Stamina. Online da oggi il libro finanziato dai lettori

Stamina. Online da oggi il libro finanziato dai lettori

Stamina. Online da oggi il libro finanziato dai lettori
Disponibile gratis su www.scienzainrete.it e a 1,99 euro nei principali e-book store, “Acqua sporca” è stato realizzato dai giornalisti Antonino Michienzi e Roberta Villa grazie ai contributi versati dagli italiani attraverso il sistema di crowdfunding. Il libro traccia i ritratti dei personaggi che hanno animato la vicenda ma, soprattutto, analizza la grande guerra globale sulle cellule staminali e sul loro utilizzo nella cura dei malati.

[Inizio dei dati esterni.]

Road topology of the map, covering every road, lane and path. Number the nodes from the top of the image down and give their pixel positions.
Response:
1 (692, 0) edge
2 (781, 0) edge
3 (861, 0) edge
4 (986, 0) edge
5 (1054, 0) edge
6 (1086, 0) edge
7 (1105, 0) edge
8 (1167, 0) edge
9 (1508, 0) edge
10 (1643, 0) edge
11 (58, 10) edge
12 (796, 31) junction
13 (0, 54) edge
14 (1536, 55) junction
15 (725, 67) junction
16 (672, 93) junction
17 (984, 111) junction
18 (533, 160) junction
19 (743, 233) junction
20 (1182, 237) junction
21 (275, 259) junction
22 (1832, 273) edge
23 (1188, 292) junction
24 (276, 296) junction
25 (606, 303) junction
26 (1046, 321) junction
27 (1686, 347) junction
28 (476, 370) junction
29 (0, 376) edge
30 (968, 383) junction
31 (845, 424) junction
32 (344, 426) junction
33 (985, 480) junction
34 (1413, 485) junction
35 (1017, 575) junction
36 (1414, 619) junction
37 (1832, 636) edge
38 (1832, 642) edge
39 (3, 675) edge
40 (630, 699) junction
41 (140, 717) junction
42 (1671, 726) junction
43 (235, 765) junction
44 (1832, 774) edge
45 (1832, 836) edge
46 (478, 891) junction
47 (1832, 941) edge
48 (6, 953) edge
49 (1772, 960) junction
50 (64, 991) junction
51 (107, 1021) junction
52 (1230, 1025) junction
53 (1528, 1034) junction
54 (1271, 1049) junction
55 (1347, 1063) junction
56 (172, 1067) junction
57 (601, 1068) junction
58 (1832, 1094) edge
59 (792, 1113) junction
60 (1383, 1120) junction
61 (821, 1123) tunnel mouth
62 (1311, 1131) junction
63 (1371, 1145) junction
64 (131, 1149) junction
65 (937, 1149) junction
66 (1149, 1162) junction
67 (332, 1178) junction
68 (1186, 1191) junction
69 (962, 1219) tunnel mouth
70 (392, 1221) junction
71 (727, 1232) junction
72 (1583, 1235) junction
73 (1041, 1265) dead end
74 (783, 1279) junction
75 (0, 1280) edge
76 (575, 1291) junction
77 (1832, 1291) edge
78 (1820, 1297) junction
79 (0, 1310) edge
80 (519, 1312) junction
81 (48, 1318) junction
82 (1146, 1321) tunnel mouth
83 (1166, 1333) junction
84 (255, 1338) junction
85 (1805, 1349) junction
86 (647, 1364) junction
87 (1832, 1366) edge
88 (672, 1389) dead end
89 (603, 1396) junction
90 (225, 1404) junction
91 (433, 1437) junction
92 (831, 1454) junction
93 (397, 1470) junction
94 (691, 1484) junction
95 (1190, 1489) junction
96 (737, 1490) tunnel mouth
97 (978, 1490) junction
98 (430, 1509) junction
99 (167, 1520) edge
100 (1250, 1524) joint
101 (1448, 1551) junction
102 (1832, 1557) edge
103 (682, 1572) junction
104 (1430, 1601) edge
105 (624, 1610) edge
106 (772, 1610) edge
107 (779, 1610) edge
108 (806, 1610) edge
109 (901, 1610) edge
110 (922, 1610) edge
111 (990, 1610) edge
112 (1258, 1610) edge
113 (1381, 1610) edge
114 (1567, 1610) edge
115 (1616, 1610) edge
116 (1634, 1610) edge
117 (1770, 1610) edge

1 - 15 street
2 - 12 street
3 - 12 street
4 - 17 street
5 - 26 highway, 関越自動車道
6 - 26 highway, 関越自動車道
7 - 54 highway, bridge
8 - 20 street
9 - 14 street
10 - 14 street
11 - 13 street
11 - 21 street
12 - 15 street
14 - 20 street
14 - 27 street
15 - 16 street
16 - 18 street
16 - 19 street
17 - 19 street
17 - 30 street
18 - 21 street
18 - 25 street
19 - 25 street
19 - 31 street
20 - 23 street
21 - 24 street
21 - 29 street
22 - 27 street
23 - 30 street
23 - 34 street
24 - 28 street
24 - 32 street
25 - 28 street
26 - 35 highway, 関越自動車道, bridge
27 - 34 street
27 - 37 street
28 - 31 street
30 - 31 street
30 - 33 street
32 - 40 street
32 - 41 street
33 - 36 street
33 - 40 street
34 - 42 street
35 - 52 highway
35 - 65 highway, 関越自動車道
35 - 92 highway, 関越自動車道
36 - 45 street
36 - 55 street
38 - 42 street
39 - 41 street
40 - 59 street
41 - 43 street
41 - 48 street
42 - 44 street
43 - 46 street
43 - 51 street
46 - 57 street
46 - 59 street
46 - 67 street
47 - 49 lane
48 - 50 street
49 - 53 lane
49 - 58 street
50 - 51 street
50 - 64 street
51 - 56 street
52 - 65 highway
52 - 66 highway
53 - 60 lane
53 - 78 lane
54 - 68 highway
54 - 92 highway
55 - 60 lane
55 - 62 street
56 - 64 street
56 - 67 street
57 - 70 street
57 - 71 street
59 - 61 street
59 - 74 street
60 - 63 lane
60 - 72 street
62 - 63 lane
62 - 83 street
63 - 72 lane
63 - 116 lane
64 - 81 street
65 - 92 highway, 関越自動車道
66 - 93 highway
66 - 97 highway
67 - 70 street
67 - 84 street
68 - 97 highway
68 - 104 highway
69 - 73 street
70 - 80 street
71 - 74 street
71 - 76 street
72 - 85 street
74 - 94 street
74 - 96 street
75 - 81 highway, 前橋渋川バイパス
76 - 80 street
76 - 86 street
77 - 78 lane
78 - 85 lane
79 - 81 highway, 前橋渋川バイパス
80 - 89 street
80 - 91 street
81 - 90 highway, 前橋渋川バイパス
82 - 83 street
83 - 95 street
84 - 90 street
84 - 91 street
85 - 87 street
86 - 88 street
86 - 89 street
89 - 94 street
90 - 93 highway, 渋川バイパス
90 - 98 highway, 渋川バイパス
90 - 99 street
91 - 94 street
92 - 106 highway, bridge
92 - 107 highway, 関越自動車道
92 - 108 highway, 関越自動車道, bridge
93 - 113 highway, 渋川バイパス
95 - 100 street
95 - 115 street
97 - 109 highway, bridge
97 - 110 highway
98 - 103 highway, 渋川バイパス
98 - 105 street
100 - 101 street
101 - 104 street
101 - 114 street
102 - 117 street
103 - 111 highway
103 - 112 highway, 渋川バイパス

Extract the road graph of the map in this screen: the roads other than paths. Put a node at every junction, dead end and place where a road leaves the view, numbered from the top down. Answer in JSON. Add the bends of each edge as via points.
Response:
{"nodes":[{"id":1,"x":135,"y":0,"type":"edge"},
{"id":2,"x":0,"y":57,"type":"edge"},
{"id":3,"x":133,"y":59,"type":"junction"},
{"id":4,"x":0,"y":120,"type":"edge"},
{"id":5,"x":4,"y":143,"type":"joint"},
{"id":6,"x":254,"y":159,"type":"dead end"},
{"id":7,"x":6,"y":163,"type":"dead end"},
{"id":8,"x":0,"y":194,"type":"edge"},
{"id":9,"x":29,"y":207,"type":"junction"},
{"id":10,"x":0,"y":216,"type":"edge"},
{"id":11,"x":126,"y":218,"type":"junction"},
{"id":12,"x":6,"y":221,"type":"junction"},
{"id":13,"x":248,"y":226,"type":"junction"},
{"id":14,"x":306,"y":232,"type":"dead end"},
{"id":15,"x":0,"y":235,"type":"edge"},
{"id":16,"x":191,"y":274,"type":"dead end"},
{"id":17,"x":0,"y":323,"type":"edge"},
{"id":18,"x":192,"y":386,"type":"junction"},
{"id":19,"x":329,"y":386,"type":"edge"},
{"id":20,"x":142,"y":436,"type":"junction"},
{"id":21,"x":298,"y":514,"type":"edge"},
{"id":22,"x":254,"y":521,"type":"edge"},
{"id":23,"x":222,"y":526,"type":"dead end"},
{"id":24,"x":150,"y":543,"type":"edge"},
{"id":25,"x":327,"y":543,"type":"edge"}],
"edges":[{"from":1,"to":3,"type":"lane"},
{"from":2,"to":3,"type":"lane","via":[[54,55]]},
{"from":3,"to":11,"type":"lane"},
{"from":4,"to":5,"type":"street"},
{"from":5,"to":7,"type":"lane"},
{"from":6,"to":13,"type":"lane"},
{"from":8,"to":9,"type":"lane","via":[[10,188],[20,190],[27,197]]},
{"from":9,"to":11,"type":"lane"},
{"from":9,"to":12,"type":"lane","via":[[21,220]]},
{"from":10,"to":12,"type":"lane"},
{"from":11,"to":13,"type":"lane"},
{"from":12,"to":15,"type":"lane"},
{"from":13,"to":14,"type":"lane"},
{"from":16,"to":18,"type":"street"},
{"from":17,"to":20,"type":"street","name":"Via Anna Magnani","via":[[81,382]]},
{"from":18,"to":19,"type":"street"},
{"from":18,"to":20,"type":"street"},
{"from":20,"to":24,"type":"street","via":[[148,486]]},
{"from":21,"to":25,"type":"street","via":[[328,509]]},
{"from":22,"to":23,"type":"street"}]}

“Nella bollente estate del 2008, un bambino, ricoverato all’ospedale Burlo Garofolo di Trieste, viene caricato di nascosto in macchina. È l’alba. Sull’auto ci sono la madre, il nonno e un medico sopra le righe. La destinazione è San Marino, dove il bimbo sarà  sottoposto a un trattamento a base di cellule staminali. La terapia, che in breve tempo sarà  conosciuta in tutto il mondo come Metodo Stamina, non è mai stata testata, ma secondo il suo promotore, un esperto di marketing lanciatosi nel business della medicina, può curare decine di malattie senza speranza. Negli stessi giorni, negli Stati Uniti, un’azienda che impiega le cellule staminali per curare malattie ossee riceve una visita dall’ente di controllo americano: l’Fda. L’azienda, che grazie alle staminali è diventata una macchina da soldi, sta operando al di fuori della legalità e deve interrompere le sue attività. Tra battaglie in tribunale, gruppi di potere e malati in piazza comincia una guerra che legherà indissolubilmente le due sponde dell’Atlantico. La posta in gioco è enorme: miliardi di dollari, il futuro della medicina, ma, soprattutto, la vita di milioni malati”. È la quarta di copertina di “Acqua sporca. Che cosa rischiamo di buttare via con il caso Stamina”, il libro realizzato dai giornalisti scientifici Antonino Michienzi e Roberta Villa e finanziato attraverso il crowdfunding, cioè la raccolta pubblica di fondi online. In pratica, a coprire le spese sono stati gli italiani stessi, che – a quanto sembra – hanno voglia di vederci più chiaro sulla vicenda che da oltre due anni sono dedicate pagine e pagine di giornali e di servizi in tv. Una storia finita anche nei tribunali.

“Acqua sporca” è da oggi disponibile gratuitamente su www.scienzainrete.it e al prezzo di 1,99 sui principali e-book store. Non è un saggio, né un resoconto giornalistico. “È una storia di leggi violate, speranze mal riposte, intrecci e colpi di scena fatte di "case history" cioè storie di ammalati, troppo spesso bambini”, dice Giuseppe Remuzzi, direttore dei Dipartimenti di Medicina e dei Trapianti dell’Azienda Ospedaliera Papa Giovanni XXIII di Bergamo, che ha letto in anteprima il libro. “C’è garbo e sensibilità in questa storia che parte da fatti che quasi sempre superano la finzione. […]. ha il pregio di essere intrigante come un romanzo (si legge tutta d’un fiato) ma col rigore di una ricerca scientifica”, ha aggiunto.

 “Acqua sporca” ripercorre le tappe che hanno portato alla nascita del caso Stamina e alla sua esplosione. Traccia i ritratti dei personaggi che hanno animato questa storia, racconta il ruolo poco chiaro della politica e il vecchio vizio italiano di usare il pubblico per godere di benefici privati. Il leitmotiv della storia, però, non è questo. È la grande guerra che su scala globale si sta combattendo intorno alle cellule staminali e al loro utilizzo nella cura dei malati. Una guerra di scienza, ma ancor più economica in cui a muovere le fila sono grandi companies e gruppi di pressione ansiosi di usare una tecnologia ancora immatura (le cellule staminali mesenchimali) per trarne immensi guadagni. Queste cellule sono una straordinaria promessa e sono potenzialmente utilizzabili in decine di malattie. Finora, però, questa promessa è rimasta tale: in pochissimi casi le cellule staminali mesenchimali hanno dimostrato di essere efficaci. Per usarle su larga scala serve perciò forzare una regolamentazione stringente, che ha in regole molto rigide l’unico strumento per tutelare i malati da chi pensa più al business che alla loro salute.

“È questa – spiegano gli autori – la luna che si nasconde dietro il dito del caso Stamina: una battaglia combattuta a colpi di cause in tribunale, di sottili modifiche normative, di malati usati come testimonial. Una battaglia che ha un solo fine: trasformare milioni di malati in facili prede dell’immenso business delle staminali”.